La Cour de cassation a tranché : les condamnations à des amendes avec sursis prononcées à l’égard des décrocheurs de portraits présidentiels ne constituent pas une atteinte disproportionnée à l’exercice de la liberté d’expression au sens de l’article 10 de la Convention européenne des droits de l’Homme.

Les trois arrêts de la chambre criminelle de la Cour de cassation du 18 mai 2022 (n°20-87.272, 21-86.647 et 21-86.685) peuvent légitimement susciter une part de déception notamment au sein du mouvement climat. On s’attendait à ce qu’elle adopte une position juridique bien plus ambitieuse compte tenu de l’urgence climatique et écologique qui se précise chaque jour un peu plus, ce n’est hélas pas le cas. Indiquons qu’en ce 18 mai 2022, la température moyenne en France est de 29°C, soit plus de 10 degrés au-dessus des normales de saison.

Sans attendre le d’ores et déjà annoncé recours des décrocheurs de portraits devant la Cour européenne des droits de l’Homme, il convient toutefois d’analyser ces arrêts et d’en tirer quelques conclusions.

Nous évoquions la longue épopée judiciaire des décrocheurs de portraits dans un précédent article auquel nous renverrons pour l’essentiel.

Pour rappel, le mouvement écologiste ANV-COP21 a initié début 2019 une série d’actions de désobéissance civile visant à se rendre dans les mairies pour y décrocher les portraits d’Emmanuel Macron. Ces actions ont été menées en réaction au manque d’ambition du gouvernement alors qu’un recours juridique était déposé contre l’État pour « inaction face au changement climatique » par quatre organisations : l’Affaire du Siècle[1].

En décrochant le portrait officiel du président Macron dans les mairies, et en laissant des murs vides à la place, les activistes d’ANV-COP21 pointaient « l’absence d’une réponse adaptée du gouvernement face au péril climatique et à l’urgence sociale et dénoncent la faillite de l’État à son rôle de protection de la population. »

Les actions #DecrochonsMacron avaient entraînés une série d’enquêtes, d’interpellations et de poursuites contre les militants écologistes devant les tribunaux de toute la France. Autant de procès, autant de tribunaux saisis et autant de jurisprudences potentielles pouvant conduire soit à des condamnations soit à des relaxes.

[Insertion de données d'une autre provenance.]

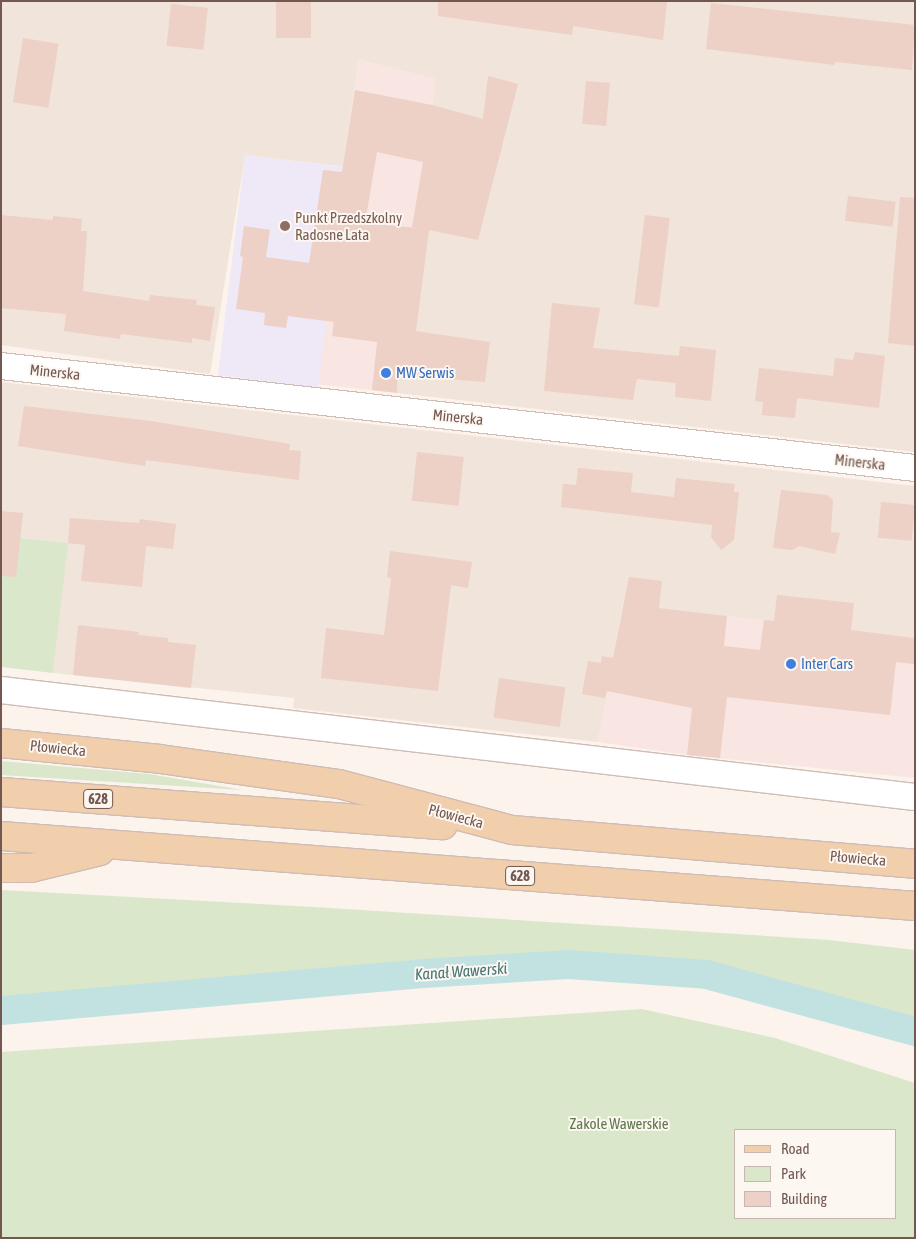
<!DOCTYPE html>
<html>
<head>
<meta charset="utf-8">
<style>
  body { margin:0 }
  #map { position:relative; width:916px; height:1239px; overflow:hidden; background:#fbf3ec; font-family:"Asap Condensed",sans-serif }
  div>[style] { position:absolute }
  .residential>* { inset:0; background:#f1e4db }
  .commercial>* { inset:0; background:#f9e5e1 }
  .education>* { inset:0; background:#efe8f7; transform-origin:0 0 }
  .green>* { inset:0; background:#dae7cb }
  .canal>* { height:29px; margin:-14.5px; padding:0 14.5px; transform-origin:14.5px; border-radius:14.5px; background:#c2e2e2 }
  .building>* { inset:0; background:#edd0c6; transform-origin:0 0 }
  .roads { filter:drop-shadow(1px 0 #cebcb5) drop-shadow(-1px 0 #cebcb5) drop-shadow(0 1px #cebcb5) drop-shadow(0 -1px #cebcb5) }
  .minor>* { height:26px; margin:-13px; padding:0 13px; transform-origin:13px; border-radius:13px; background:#fff }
  .primary>* { height:28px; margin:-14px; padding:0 14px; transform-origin:14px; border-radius:14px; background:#f1ceac }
  .dots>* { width:14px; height:14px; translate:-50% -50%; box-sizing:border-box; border:2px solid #fdf7f2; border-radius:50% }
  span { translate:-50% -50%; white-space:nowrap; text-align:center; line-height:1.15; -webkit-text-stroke:4px #fdf7f2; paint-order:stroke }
  .shield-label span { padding:1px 4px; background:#fdf7f2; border:1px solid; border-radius:4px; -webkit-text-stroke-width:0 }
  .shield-label { font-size:14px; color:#735851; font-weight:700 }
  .education-label { font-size:15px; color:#785e54 }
  .left { translate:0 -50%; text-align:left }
  .street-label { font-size:15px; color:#735851 }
  .shop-label { font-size:15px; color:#366cbe }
  .park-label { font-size:15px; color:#5e784a }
  .water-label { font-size:16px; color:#467576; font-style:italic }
  .frame { position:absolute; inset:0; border:2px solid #735851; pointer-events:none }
  .legend { position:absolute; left:734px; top:1129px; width:162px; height:90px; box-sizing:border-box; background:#fdf7f2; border:1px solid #c6b7b2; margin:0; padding:6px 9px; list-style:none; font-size:15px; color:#735851 }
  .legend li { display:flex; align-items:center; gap:10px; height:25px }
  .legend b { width:25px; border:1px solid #c6b7b2 }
</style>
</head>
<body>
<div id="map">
  <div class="residential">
    <i style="clip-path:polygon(1px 1px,915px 1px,915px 452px,397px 393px,416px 202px,419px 182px,428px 163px,428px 125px,435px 79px,359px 60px,345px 167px,245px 155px,210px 374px,1px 345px)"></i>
    <i style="clip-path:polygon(1px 382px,915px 486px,915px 638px,623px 604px,598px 742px,293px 708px,294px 698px,53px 673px,67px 543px,1px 537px)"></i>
  </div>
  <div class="commercial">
    <i style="clip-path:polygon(358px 60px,435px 79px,428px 163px,419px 182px,416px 202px,419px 202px,397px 393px,306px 383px,320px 318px)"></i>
    <i style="clip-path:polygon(623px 604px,915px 638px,915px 778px,687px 755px,598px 742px)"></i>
  </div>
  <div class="education">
    <i style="left:245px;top:155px;width:101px;height:222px;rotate:7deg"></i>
  </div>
  <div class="green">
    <i style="clip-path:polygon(6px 537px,68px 543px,53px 673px,1px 667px,1px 590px)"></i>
    <i style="clip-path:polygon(1px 761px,149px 774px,243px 790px,1px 775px)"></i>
    <i style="clip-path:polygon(1px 890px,314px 907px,829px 940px,915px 950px,915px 1027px,702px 966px,561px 957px,463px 961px,1px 1002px)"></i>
    <i style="clip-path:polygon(evenodd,642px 1009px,775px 1038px,915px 1083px,915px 1238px,1px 1238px,1px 1052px,642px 1009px,735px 1130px,895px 1130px,895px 1218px,735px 1218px,735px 1130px)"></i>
  </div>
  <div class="canal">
    <i style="left:1px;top:1010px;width:423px;rotate:-5deg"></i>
    <i style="left:422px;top:973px;width:146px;rotate:-3.5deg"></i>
    <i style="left:568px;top:964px;width:138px;rotate:4.1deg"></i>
    <i style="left:706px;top:974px;width:217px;rotate:15.3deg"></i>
  </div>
  <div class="building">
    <i style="left:276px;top:1px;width:35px;height:37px"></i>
    <i style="clip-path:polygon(438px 1px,667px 1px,663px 40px,573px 26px,572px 35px,438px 16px)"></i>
    <i style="clip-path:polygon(711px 3px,915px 25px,912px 70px,835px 62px,834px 65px,706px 49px)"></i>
    <i style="left:171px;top:4px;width:37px;height:42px;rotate:6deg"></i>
    <i style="left:23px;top:38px;width:36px;height:65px;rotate:9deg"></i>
    <i style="clip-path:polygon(evenodd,488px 76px,518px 84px,478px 240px,429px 230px,416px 331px,490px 342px,485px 382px,398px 375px,397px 393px,372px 390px,377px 342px,332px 336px,334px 322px,288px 316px,286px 328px,264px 325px,265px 313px,236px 309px,243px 257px,240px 256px,244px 226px,270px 230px,266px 257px,309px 263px,323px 170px,342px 172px,355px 90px,432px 105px,483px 119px,488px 76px,377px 152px,423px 162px,412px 227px,417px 228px,365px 223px,377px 152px)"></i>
    <i style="left:586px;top:81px;width:24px;height:43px;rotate:5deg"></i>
    <i style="left:848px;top:196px;width:48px;height:25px;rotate:7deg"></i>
    <i style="clip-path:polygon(900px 197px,915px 198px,915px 346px,888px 343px)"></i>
    <i style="clip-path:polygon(1px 215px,53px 220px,53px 216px,82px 219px,81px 231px,87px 231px,83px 291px,149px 301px,150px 295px,197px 300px,196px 305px,215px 307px,210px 341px,192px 338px,192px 343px,121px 334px,120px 339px,64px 331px,66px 314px,1px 308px)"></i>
    <i style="left:645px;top:215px;width:25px;height:90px;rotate:7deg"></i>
    <i style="clip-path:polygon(552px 303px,600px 308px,593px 348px,679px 356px,680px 346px,716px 350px,711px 401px,675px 397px,676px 383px,637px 379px,633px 400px,544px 391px)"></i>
    <i style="clip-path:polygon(855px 352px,885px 356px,879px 408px,797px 398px,795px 418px,762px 415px,763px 402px,755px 401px,759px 368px,833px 376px,835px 358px,853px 360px)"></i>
    <i style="clip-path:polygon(24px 406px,151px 421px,290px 444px,289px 450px,301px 451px,299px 480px,146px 460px,145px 466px,18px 446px)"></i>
    <i style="left:417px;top:452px;width:47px;height:49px;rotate:6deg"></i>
    <i style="clip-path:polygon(578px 468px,633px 473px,631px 492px,674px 497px,676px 478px,735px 484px,734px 492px,739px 492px,734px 540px,721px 550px,711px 537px,712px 525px,561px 507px,563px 484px,576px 485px)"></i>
    <i style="clip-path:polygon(781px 490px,827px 495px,833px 500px,831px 532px,840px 533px,835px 554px,799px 546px,792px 550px,773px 548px)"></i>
    <i style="left:881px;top:502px;width:34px;height:36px;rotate:5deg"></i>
    <i style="clip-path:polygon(1px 511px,23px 513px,16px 577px,1px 576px)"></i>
    <i style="clip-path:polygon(70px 518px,139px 523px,140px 519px,176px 524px,173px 549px,146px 546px,142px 587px,81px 581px,85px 545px,68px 543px)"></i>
    <i style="clip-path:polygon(390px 551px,472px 562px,468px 588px,451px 585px,438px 691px,321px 678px,326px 628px,384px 635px,391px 578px,387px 577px)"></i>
    <i style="clip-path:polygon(629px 577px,662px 581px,659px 608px,727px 616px,724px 646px,760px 650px,764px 620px,774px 621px,777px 595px,854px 603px,851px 630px,915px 638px,915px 664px,896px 662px,890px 715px,727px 697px,720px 758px,687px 755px,692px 708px,607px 691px,605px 698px,582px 694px,588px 661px,601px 663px,602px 656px,613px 658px)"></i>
    <i style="clip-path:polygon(78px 625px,139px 632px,138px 635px,168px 638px,168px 642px,196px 645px,191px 688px,73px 675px)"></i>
    <i style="left:499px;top:678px;width:67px;height:40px;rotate:8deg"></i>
  </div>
  <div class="roads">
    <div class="minor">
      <i style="left:1px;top:366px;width:920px;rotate:6.37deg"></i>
      <i style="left:1px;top:690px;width:920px;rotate:6.68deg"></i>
    </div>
    <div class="primary">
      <i style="left:1px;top:743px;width:160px;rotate:5.7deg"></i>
      <i style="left:160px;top:759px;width:181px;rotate:8deg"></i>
      <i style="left:339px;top:784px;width:179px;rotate:14.9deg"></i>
      <i style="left:512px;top:830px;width:404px;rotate:4.8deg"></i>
      <i style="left:1px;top:792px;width:443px;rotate:4.3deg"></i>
      <i style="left:1px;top:836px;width:917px;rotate:4.38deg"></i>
      <i style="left:1px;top:868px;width:30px"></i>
      <i style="left:31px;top:868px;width:71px;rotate:-13.8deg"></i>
    </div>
  </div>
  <div class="dots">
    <i style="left:285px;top:226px;background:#8d6e63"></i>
    <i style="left:386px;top:373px;background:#3f7fe0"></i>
    <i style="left:791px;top:664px;background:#3f7fe0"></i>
  </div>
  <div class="shield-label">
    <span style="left:98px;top:799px">628</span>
    <span style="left:520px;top:876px">628</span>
  </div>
  <div class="education-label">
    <span class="left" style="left:295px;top:226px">Punkt Przedszkolny<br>Radosne Lata</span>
  </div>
  <div class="street-label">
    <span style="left:55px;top:372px;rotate:6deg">Minerska</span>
    <span style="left:458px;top:417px;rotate:6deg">Minerska</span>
    <span style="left:860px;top:462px;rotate:6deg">Minerska</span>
    <span style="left:58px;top:748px;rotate:6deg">Płowiecka</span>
    <span style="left:456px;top:816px;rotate:15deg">Płowiecka</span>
    <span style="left:858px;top:858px;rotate:5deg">Płowiecka</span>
  </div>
  <div class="shop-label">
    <span class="left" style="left:396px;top:373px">MW Serwis</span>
    <span class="left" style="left:801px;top:664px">Inter Cars</span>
  </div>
  <div class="park-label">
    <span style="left:619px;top:1124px">Zakole Wawerskie</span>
  </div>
  <div class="water-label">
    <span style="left:461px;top:971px;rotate:-4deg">Kanał Wawerski</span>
  </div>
  <div class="frame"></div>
  <ul class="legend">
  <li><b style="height:6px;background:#f1ceac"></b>Road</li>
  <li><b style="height:14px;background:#dae7cb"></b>Park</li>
  <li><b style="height:14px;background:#edd0c6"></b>Building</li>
  </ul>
</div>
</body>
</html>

Pour mettre de l’ordre dans les jurisprudences divergentes des juges du fond, la Cour de cassation devait prendre position.

C’est ce qu’elle a en partie fait à l’occasion de deux arrêts du 22 septembre 2021 dans lesquels elle reconnaissait la possibilité d’invoquer la liberté d’expression comme moyen de défense pour les actions de désobéissance civile.

S’inspirant de la jurisprudence de la Cour européenne des droits de l’Homme[2] mais aussi de sa propre jurisprudence[3], la Cour de cassation avait admis que les vols de portraits présidentiels, pouvait s’inscrire « dans une démarche de protestation politique » et que leur incrimination pouvait « dans certaines circonstances, constituer une ingérence disproportionnée dans l’exercice de la liberté d’expression, compte tenu de la nature et du contexte de l’agissement en cause ».

La Cour de cassation avait toutefois décidé de ne pas trancher immédiatement cette question et de renvoyer les affaires devant les juges du fond pour qu’ils mènent par eux même cet examen de proportionnalité.

À charge donc pour le juge du fond de vérifier si l’action des décrocheurs s’inscrivait dans une démarche militante ou de protestation politique et si son incrimination, compte tenu de la nature et du contexte de l’agissement en cause, constituait une ingérence disproportionnée dans l’exercice de la liberté d’expression.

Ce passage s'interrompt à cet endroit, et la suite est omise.